----- Source data -----

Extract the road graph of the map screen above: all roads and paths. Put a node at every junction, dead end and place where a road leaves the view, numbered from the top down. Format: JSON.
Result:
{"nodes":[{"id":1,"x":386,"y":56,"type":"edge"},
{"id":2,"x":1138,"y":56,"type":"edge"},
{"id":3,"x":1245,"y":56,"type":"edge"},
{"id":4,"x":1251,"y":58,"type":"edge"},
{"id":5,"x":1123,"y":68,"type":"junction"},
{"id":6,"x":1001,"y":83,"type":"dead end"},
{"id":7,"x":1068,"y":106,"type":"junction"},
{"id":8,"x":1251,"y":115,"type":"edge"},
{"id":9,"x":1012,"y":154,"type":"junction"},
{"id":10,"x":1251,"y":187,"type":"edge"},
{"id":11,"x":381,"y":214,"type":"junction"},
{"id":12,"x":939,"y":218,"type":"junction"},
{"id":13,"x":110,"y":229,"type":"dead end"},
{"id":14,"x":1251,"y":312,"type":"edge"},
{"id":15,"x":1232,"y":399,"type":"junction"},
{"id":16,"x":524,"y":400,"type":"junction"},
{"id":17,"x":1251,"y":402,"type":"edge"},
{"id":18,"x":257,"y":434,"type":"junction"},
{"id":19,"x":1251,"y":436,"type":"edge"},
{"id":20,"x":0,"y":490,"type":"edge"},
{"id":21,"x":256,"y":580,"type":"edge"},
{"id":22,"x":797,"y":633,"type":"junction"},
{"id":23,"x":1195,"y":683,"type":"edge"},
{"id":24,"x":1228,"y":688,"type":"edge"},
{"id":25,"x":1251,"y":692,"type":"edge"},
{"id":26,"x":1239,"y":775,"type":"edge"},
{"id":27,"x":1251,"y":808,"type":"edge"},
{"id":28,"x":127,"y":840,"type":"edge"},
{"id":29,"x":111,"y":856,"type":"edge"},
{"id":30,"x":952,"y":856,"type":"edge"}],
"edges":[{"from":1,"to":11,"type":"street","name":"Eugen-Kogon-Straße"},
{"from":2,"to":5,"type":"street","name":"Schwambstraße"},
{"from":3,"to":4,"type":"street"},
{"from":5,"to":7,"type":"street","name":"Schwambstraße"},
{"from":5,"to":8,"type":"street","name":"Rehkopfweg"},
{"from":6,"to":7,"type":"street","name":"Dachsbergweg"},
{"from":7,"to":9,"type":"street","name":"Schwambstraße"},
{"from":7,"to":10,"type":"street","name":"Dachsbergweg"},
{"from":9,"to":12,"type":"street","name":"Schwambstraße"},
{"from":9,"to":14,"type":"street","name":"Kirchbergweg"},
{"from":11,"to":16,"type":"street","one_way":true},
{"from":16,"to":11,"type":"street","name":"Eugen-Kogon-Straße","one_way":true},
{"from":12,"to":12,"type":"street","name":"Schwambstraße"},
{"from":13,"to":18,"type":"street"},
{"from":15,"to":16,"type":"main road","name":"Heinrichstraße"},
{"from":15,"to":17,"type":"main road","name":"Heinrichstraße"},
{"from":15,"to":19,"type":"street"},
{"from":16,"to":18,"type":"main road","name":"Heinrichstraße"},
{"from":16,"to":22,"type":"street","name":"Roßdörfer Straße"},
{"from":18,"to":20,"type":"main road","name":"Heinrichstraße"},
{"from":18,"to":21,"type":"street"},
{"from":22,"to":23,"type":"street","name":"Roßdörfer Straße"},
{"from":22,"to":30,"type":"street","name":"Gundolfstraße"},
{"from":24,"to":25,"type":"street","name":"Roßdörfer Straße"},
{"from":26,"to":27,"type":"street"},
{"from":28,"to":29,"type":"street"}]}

-----

Print out every record again, exactly and in full.

Extract the road graph of the map screen above: all roads and paths. Put a node at every junction, dead end and place where a road leaves the view, numbered from the top down. Format: JSON.
Result:
{"nodes":[{"id":1,"x":386,"y":56,"type":"edge"},
{"id":2,"x":1138,"y":56,"type":"edge"},
{"id":3,"x":1245,"y":56,"type":"edge"},
{"id":4,"x":1251,"y":58,"type":"edge"},
{"id":5,"x":1123,"y":68,"type":"junction"},
{"id":6,"x":1001,"y":83,"type":"dead end"},
{"id":7,"x":1068,"y":106,"type":"junction"},
{"id":8,"x":1251,"y":115,"type":"edge"},
{"id":9,"x":1012,"y":154,"type":"junction"},
{"id":10,"x":1251,"y":187,"type":"edge"},
{"id":11,"x":381,"y":214,"type":"junction"},
{"id":12,"x":939,"y":218,"type":"junction"},
{"id":13,"x":110,"y":229,"type":"dead end"},
{"id":14,"x":1251,"y":312,"type":"edge"},
{"id":15,"x":1232,"y":399,"type":"junction"},
{"id":16,"x":524,"y":400,"type":"junction"},
{"id":17,"x":1251,"y":402,"type":"edge"},
{"id":18,"x":257,"y":434,"type":"junction"},
{"id":19,"x":1251,"y":436,"type":"edge"},
{"id":20,"x":0,"y":490,"type":"edge"},
{"id":21,"x":256,"y":580,"type":"edge"},
{"id":22,"x":797,"y":633,"type":"junction"},
{"id":23,"x":1195,"y":683,"type":"edge"},
{"id":24,"x":1228,"y":688,"type":"edge"},
{"id":25,"x":1251,"y":692,"type":"edge"},
{"id":26,"x":1239,"y":775,"type":"edge"},
{"id":27,"x":1251,"y":808,"type":"edge"},
{"id":28,"x":127,"y":840,"type":"edge"},
{"id":29,"x":111,"y":856,"type":"edge"},
{"id":30,"x":952,"y":856,"type":"edge"}],
"edges":[{"from":1,"to":11,"type":"street","name":"Eugen-Kogon-Straße"},
{"from":2,"to":5,"type":"street","name":"Schwambstraße"},
{"from":3,"to":4,"type":"street"},
{"from":5,"to":7,"type":"street","name":"Schwambstraße"},
{"from":5,"to":8,"type":"street","name":"Rehkopfweg"},
{"from":6,"to":7,"type":"street","name":"Dachsbergweg"},
{"from":7,"to":9,"type":"street","name":"Schwambstraße"},
{"from":7,"to":10,"type":"street","name":"Dachsbergweg"},
{"from":9,"to":12,"type":"street","name":"Schwambstraße"},
{"from":9,"to":14,"type":"street","name":"Kirchbergweg"},
{"from":11,"to":16,"type":"street","one_way":true},
{"from":16,"to":11,"type":"street","name":"Eugen-Kogon-Straße","one_way":true},
{"from":12,"to":12,"type":"street","name":"Schwambstraße"},
{"from":13,"to":18,"type":"street"},
{"from":15,"to":16,"type":"main road","name":"Heinrichstraße"},
{"from":15,"to":17,"type":"main road","name":"Heinrichstraße"},
{"from":15,"to":19,"type":"street"},
{"from":16,"to":18,"type":"main road","name":"Heinrichstraße"},
{"from":16,"to":22,"type":"street","name":"Roßdörfer Straße"},
{"from":18,"to":20,"type":"main road","name":"Heinrichstraße"},
{"from":18,"to":21,"type":"street"},
{"from":22,"to":23,"type":"street","name":"Roßdörfer Straße"},
{"from":22,"to":30,"type":"street","name":"Gundolfstraße"},
{"from":24,"to":25,"type":"street","name":"Roßdörfer Straße"},
{"from":26,"to":27,"type":"street"},
{"from":28,"to":29,"type":"street"}]}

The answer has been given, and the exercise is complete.